The output should be the records themselves, given again exactly.

====== SOURCE MATERIAL ======

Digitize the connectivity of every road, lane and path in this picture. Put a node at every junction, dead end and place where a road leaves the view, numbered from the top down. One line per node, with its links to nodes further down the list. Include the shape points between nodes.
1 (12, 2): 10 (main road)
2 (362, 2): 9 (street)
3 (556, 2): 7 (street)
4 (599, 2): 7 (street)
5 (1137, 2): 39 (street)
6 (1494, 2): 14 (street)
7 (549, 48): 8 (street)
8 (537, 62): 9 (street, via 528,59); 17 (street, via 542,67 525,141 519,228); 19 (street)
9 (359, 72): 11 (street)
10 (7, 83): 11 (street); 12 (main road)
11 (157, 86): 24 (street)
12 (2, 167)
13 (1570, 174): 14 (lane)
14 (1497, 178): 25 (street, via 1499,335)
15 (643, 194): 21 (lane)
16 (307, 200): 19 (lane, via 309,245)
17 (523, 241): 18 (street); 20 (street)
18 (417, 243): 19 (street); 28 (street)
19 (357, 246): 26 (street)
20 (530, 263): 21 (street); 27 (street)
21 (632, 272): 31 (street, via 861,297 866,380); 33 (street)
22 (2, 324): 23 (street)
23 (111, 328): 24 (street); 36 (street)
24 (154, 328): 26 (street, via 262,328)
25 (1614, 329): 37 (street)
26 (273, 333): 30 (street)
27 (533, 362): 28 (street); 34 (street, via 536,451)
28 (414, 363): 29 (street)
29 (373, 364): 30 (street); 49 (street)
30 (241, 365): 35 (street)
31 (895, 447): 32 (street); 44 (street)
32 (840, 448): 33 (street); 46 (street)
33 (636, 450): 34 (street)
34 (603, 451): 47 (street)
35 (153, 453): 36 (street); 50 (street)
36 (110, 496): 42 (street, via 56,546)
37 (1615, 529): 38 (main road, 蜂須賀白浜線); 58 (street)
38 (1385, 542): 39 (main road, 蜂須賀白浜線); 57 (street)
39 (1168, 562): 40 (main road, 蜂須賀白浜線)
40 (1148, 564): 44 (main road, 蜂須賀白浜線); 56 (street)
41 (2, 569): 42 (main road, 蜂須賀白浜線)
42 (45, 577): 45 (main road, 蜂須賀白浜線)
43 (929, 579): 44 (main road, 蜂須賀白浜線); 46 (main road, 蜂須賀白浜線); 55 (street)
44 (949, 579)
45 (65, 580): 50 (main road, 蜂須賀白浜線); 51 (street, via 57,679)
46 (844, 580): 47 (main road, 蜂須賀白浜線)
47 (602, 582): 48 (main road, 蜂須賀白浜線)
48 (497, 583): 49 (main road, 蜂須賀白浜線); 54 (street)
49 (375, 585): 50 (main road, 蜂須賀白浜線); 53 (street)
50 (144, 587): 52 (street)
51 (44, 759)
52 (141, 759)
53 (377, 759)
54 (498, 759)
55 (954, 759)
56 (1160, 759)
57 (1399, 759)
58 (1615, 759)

======

[RESPONSE TO THIS EXERCISE]:
Digitize the connectivity of every road, lane and path in this picture. Put a node at every junction, dead end and place where a road leaves the view, numbered from the top down. One line per node, with its links to nodes further down the list. Include the shape points between nodes.
1 (12, 2): 10 (main road)
2 (362, 2): 9 (street)
3 (556, 2): 7 (street)
4 (599, 2): 7 (street)
5 (1137, 2): 39 (street)
6 (1494, 2): 14 (street)
7 (549, 48): 8 (street)
8 (537, 62): 9 (street, via 528,59); 17 (street, via 542,67 525,141 519,228); 19 (street)
9 (359, 72): 11 (street)
10 (7, 83): 11 (street); 12 (main road)
11 (157, 86): 24 (street)
12 (2, 167)
13 (1570, 174): 14 (lane)
14 (1497, 178): 25 (street, via 1499,335)
15 (643, 194): 21 (lane)
16 (307, 200): 19 (lane, via 309,245)
17 (523, 241): 18 (street); 20 (street)
18 (417, 243): 19 (street); 28 (street)
19 (357, 246): 26 (street)
20 (530, 263): 21 (street); 27 (street)
21 (632, 272): 31 (street, via 861,297 866,380); 33 (street)
22 (2, 324): 23 (street)
23 (111, 328): 24 (street); 36 (street)
24 (154, 328): 26 (street, via 262,328)
25 (1614, 329): 37 (street)
26 (273, 333): 30 (street)
27 (533, 362): 28 (street); 34 (street, via 536,451)
28 (414, 363): 29 (street)
29 (373, 364): 30 (street); 49 (street)
30 (241, 365): 35 (street)
31 (895, 447): 32 (street); 44 (street)
32 (840, 448): 33 (street); 46 (street)
33 (636, 450): 34 (street)
34 (603, 451): 47 (street)
35 (153, 453): 36 (street); 50 (street)
36 (110, 496): 42 (street, via 56,546)
37 (1615, 529): 38 (main road, 蜂須賀白浜線); 58 (street)
38 (1385, 542): 39 (main road, 蜂須賀白浜線); 57 (street)
39 (1168, 562): 40 (main road, 蜂須賀白浜線)
40 (1148, 564): 44 (main road, 蜂須賀白浜線); 56 (street)
41 (2, 569): 42 (main road, 蜂須賀白浜線)
42 (45, 577): 45 (main road, 蜂須賀白浜線)
43 (929, 579): 44 (main road, 蜂須賀白浜線); 46 (main road, 蜂須賀白浜線); 55 (street)
44 (949, 579)
45 (65, 580): 50 (main road, 蜂須賀白浜線); 51 (street, via 57,679)
46 (844, 580): 47 (main road, 蜂須賀白浜線)
47 (602, 582): 48 (main road, 蜂須賀白浜線)
48 (497, 583): 49 (main road, 蜂須賀白浜線); 54 (street)
49 (375, 585): 50 (main road, 蜂須賀白浜線); 53 (street)
50 (144, 587): 52 (street)
51 (44, 759)
52 (141, 759)
53 (377, 759)
54 (498, 759)
55 (954, 759)
56 (1160, 759)
57 (1399, 759)
58 (1615, 759)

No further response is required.